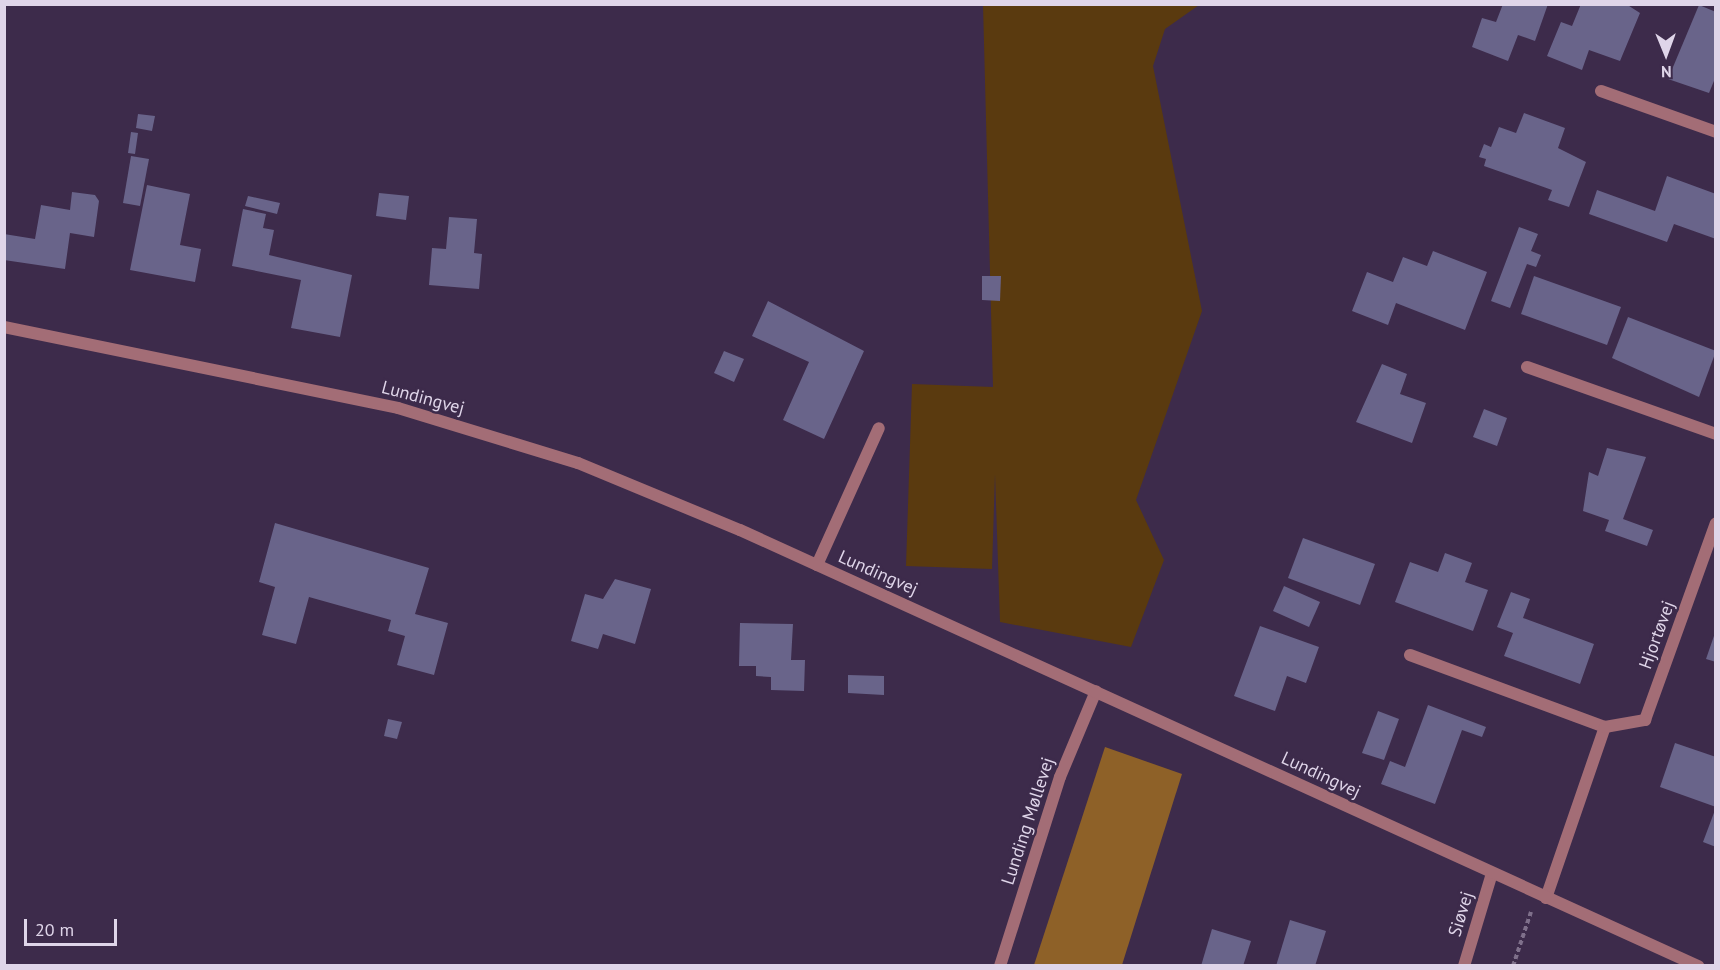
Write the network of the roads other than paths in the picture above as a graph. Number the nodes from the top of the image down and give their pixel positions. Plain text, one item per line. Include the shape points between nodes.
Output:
1 (1601, 91) dead end
2 (1716, 132) edge
3 (4, 327) edge
4 (1527, 367) dead end
5 (879, 428) dead end
6 (1716, 434) edge
7 (1716, 524) edge
8 (817, 565) junction
9 (1410, 655) dead end
10 (1096, 691) junction
11 (1605, 727) junction
12 (1492, 873) junction
13 (1541, 896) junction
14 (1000, 966) edge
15 (1464, 966) edge
16 (1698, 966) edge

1 - 2 street
3 - 8 street, Lundingvej via 398,408 578,463
4 - 6 street
5 - 8 street
7 - 11 street, Hjortøvej via 1645,720
8 - 10 street, Lundingvej
9 - 11 street
10 - 12 street, Lundingvej
10 - 14 street, Lunding Møllevej via 1060,777
11 - 13 street
12 - 13 street, Lundingvej
12 - 15 street, Siøvej
13 - 16 street, Lundingvej

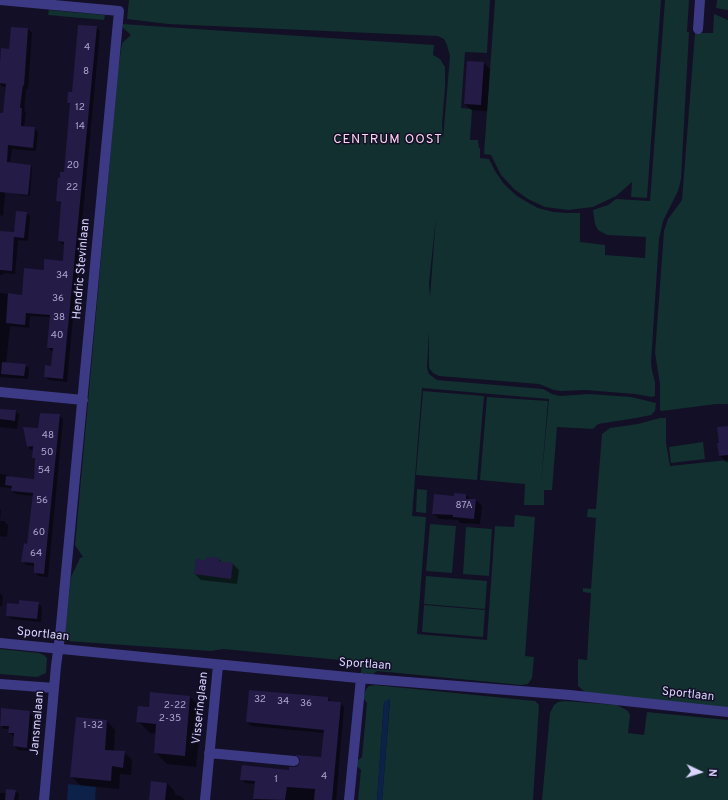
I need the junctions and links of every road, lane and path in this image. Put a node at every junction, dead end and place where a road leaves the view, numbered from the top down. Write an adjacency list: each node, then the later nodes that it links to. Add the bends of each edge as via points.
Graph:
1 (0, 0): 5 (street, Hendric Stevinlaan, via 119,11)
2 (700, 0): 3 (street)
3 (698, 29)
4 (0, 392): 5 (street)
5 (82, 400): 7 (street, Hendric Stevinlaan)
6 (0, 643): 7 (street, Sportlaan)
7 (59, 649): 8 (street, Sportlaan); 11 (street, Jansmalaan)
8 (218, 665): 9 (street, Sportlaan); 13 (street, Visseringlaan)
9 (361, 678): 12 (street, Sportlaan, via 570,695); 17 (street)
10 (0, 684): 11 (street)
11 (54, 688): 15 (street, Jansmalaan)
12 (728, 712)
13 (210, 753): 14 (street, Visseringlaan); 16 (street, Visseringlaan)
14 (294, 762)
15 (44, 800)
16 (205, 800)
17 (350, 800)

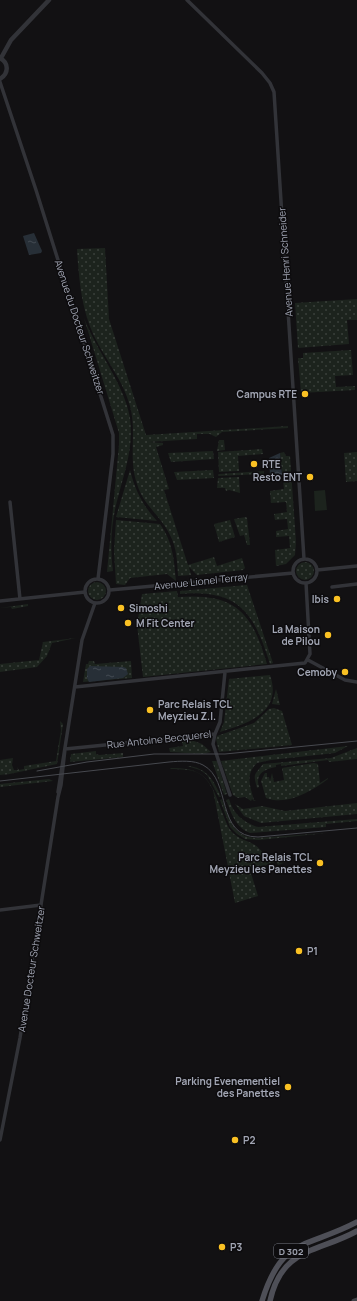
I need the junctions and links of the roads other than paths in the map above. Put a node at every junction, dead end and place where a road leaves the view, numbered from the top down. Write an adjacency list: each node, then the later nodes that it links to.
1 (49, 0): 3 (street)
2 (187, 0): 7 (street, Avenue Henri Schneider)
3 (0, 58): 4 (street)
4 (0, 79)
5 (0, 82): 11 (street, Avenue du Docteur Schweitzer)
6 (10, 502): 17 (street)
7 (304, 559): 9 (street); 10 (street)
8 (357, 566): 9 (street)
9 (317, 570): 12 (street)
10 (293, 572): 12 (street); 15 (street, Avenue Lionel Terray)
11 (98, 579): 15 (street); 16 (street)
12 (306, 583): 20 (street)
13 (357, 584): 14 (street)
14 (332, 586)
15 (110, 590): 19 (street)
16 (85, 592): 17 (street); 19 (street)
17 (20, 599): 18 (street)
18 (0, 601)
19 (95, 603): 23 (street, Avenue Docteur Schweitzer)
20 (308, 660): 21 (street); 22 (street)
21 (225, 672): 23 (street); 24 (street, Rue Antoine Becquerel)
22 (357, 682)
23 (75, 687): 25 (street, Avenue Docteur Schweitzer)
24 (215, 734): 25 (street, Rue Antoine Becquerel); 26 (street)
25 (65, 749): 27 (street, Avenue Docteur Schweitzer)
26 (230, 795)
27 (41, 905): 28 (street); 29 (street, Avenue Docteur Schweitzer)
28 (0, 910)
29 (0, 1140)
30 (357, 1222): 33 (main road, D 302)
31 (357, 1231): 34 (main road, D 302)
32 (357, 1300): 35 (main road)
33 (262, 1301)
34 (270, 1301)
35 (354, 1301)

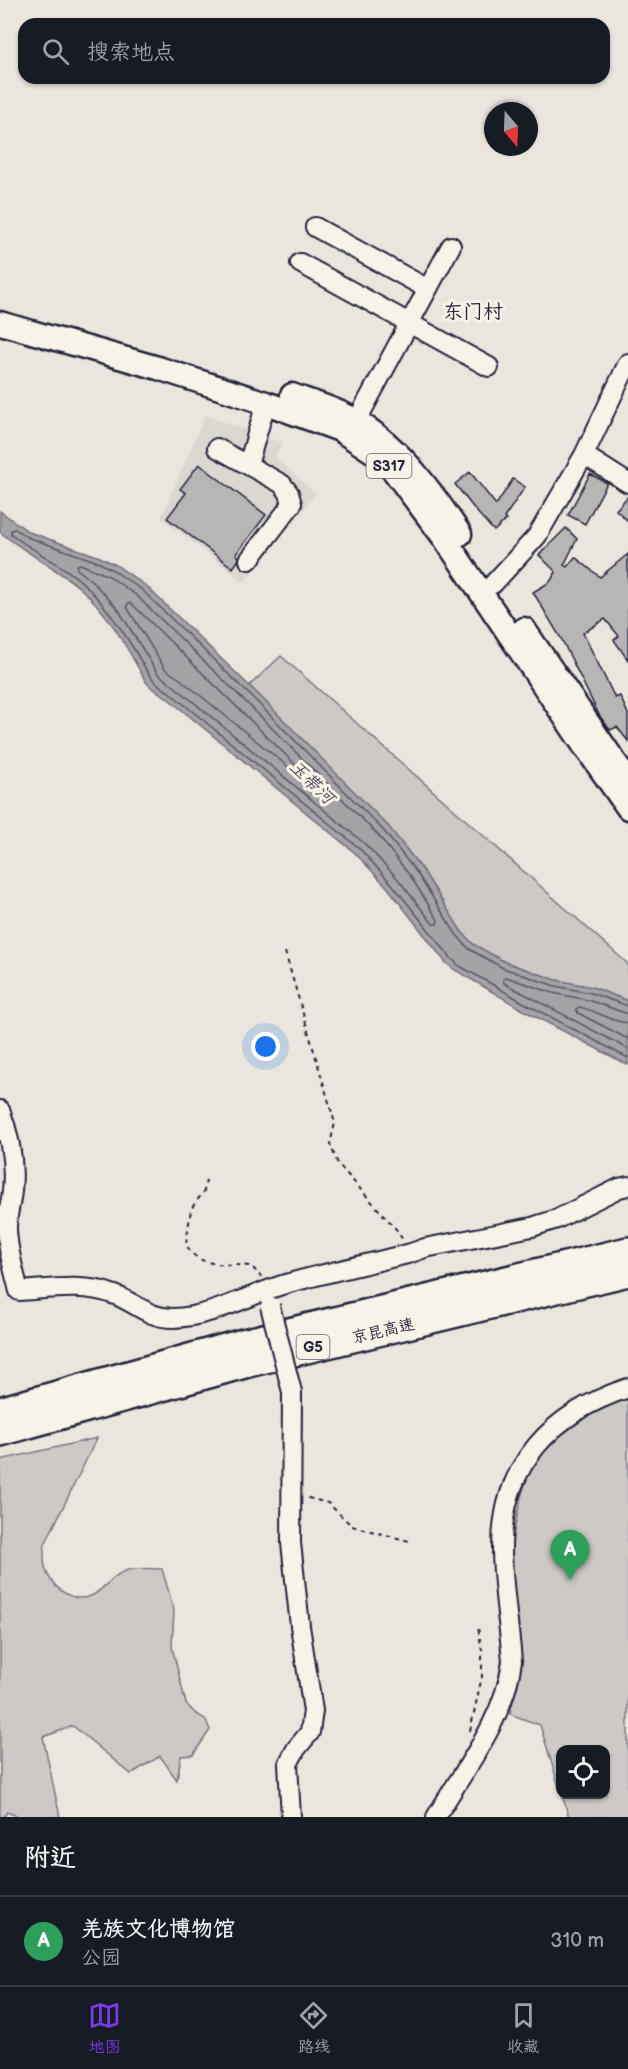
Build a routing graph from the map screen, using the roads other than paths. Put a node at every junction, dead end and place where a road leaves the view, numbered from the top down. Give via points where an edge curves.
1 (315, 227) dead end
2 (451, 246) dead end
3 (300, 263) dead end
4 (428, 289) junction
5 (0, 307) edge
6 (0, 323) edge
7 (409, 323) junction
8 (628, 363) edge
9 (489, 367) dead end
10 (266, 403) junction
11 (356, 422) junction
12 (217, 448) dead end
13 (584, 455) junction
14 (248, 465) junction
15 (628, 483) edge
16 (249, 560) dead end
17 (494, 584) junction
18 (628, 781) edge
19 (628, 808) edge
20 (0, 1110) edge
21 (628, 1186) edge
22 (5, 1213) edge
23 (628, 1251) edge
24 (628, 1272) edge
25 (268, 1299) junction
26 (628, 1388) edge
27 (0, 1411) edge
28 (0, 1432) edge
29 (291, 1817) edge
30 (436, 1817) edge

1 - 4 street
2 - 4 street
3 - 7 street
4 - 7 street
5 - 11 main road, S317 via 253,382 324,406
6 - 10 main road, S317
7 - 9 street
7 - 11 street
8 - 13 street
10 - 14 street
10 - 19 main road, S317 via 340,430 393,470 445,539
11 - 17 main road, S317 via 405,460
12 - 14 street
13 - 15 street
13 - 17 street via 537,536
14 - 16 street via 282,484 290,493 292,504
17 - 18 main road, S317
20 - 22 street via 11,1144 13,1182
21 - 25 street via 532,1227 425,1248
22 - 25 street via 20,1291 96,1290 115,1295 154,1316 174,1318
23 - 27 highway, 京昆高速 / G5 via 243,1343
24 - 28 highway, 京昆高速 / G5 via 248,1363
25 - 29 street, bridge via 292,1392 291,1543 313,1711 310,1732 288,1764
26 - 30 street via 591,1403 554,1427 530,1453 515,1480 505,1508 502,1544 510,1674 496,1715

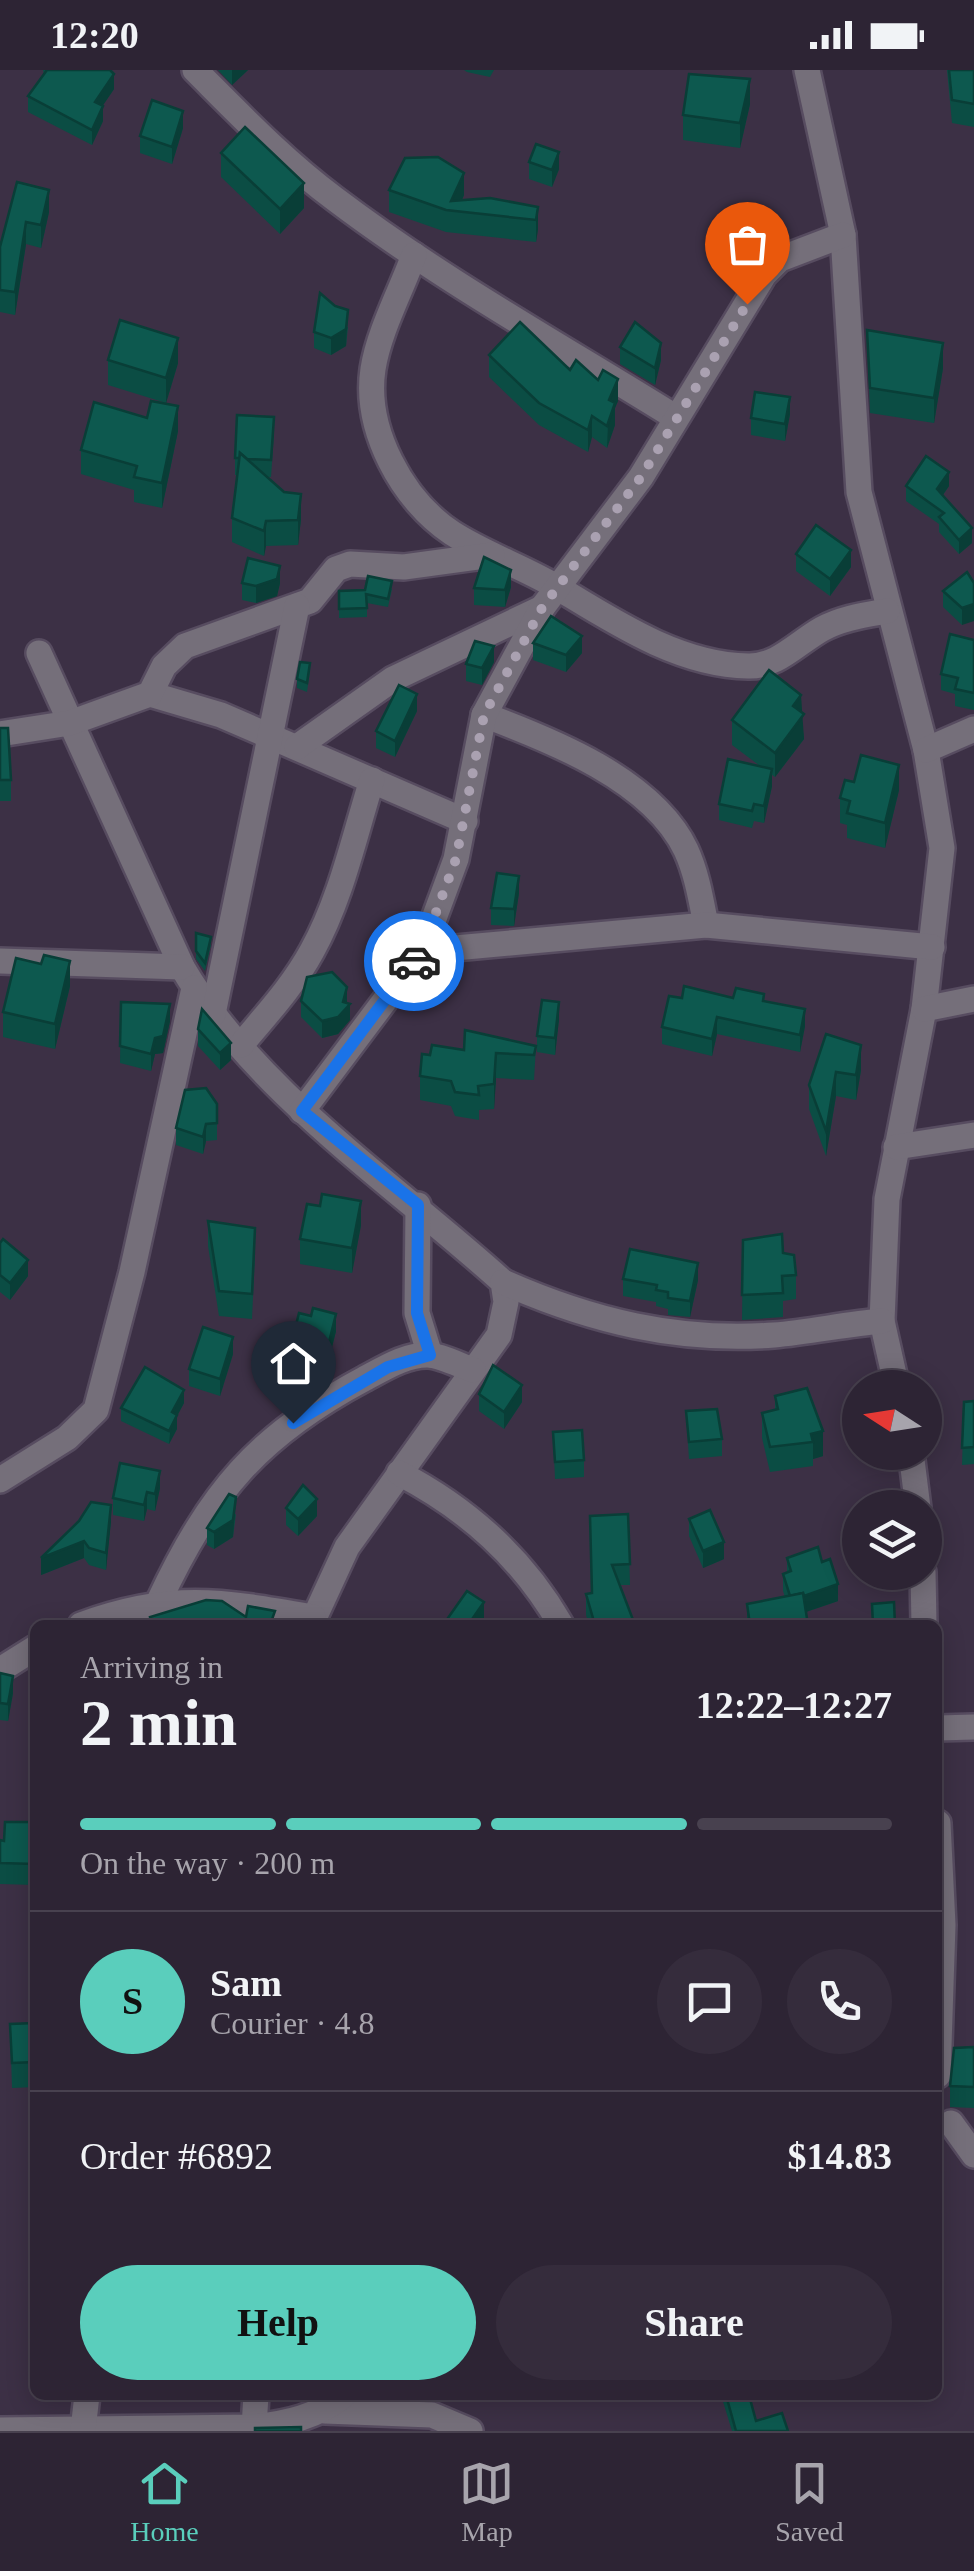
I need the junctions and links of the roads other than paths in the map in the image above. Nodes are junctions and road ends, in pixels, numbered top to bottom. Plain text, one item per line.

Action item
Looking at the records above, say how many lines contain the string "text". Give the number and no other words.

Answer space
2